*TASK STATEMENT*:
Set every record down again, identical to the original.

##### SUPPLIED RECORDS

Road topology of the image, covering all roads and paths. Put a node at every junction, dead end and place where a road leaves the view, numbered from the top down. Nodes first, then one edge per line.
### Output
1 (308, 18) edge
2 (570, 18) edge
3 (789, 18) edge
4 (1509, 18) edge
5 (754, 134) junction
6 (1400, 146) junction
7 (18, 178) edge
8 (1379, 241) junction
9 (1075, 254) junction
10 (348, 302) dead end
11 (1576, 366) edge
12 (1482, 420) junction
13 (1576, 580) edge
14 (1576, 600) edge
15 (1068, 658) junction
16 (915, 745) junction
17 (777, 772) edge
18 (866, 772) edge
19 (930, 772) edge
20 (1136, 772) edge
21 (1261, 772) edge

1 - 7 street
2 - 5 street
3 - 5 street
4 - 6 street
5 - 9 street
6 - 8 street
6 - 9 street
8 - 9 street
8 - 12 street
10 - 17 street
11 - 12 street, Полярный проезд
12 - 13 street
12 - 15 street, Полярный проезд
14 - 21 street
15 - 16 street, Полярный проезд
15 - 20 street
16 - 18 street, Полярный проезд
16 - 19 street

##########

*EXERCISE ANSWER*:
Road topology of the image, covering all roads and paths. Put a node at every junction, dead end and place where a road leaves the view, numbered from the top down. Nodes first, then one edge per line.
### Output
1 (308, 18) edge
2 (570, 18) edge
3 (789, 18) edge
4 (1509, 18) edge
5 (754, 134) junction
6 (1400, 146) junction
7 (18, 178) edge
8 (1379, 241) junction
9 (1075, 254) junction
10 (348, 302) dead end
11 (1576, 366) edge
12 (1482, 420) junction
13 (1576, 580) edge
14 (1576, 600) edge
15 (1068, 658) junction
16 (915, 745) junction
17 (777, 772) edge
18 (866, 772) edge
19 (930, 772) edge
20 (1136, 772) edge
21 (1261, 772) edge

1 - 7 street
2 - 5 street
3 - 5 street
4 - 6 street
5 - 9 street
6 - 8 street
6 - 9 street
8 - 9 street
8 - 12 street
10 - 17 street
11 - 12 street, Полярный проезд
12 - 13 street
12 - 15 street, Полярный проезд
14 - 21 street
15 - 16 street, Полярный проезд
15 - 20 street
16 - 18 street, Полярный проезд
16 - 19 street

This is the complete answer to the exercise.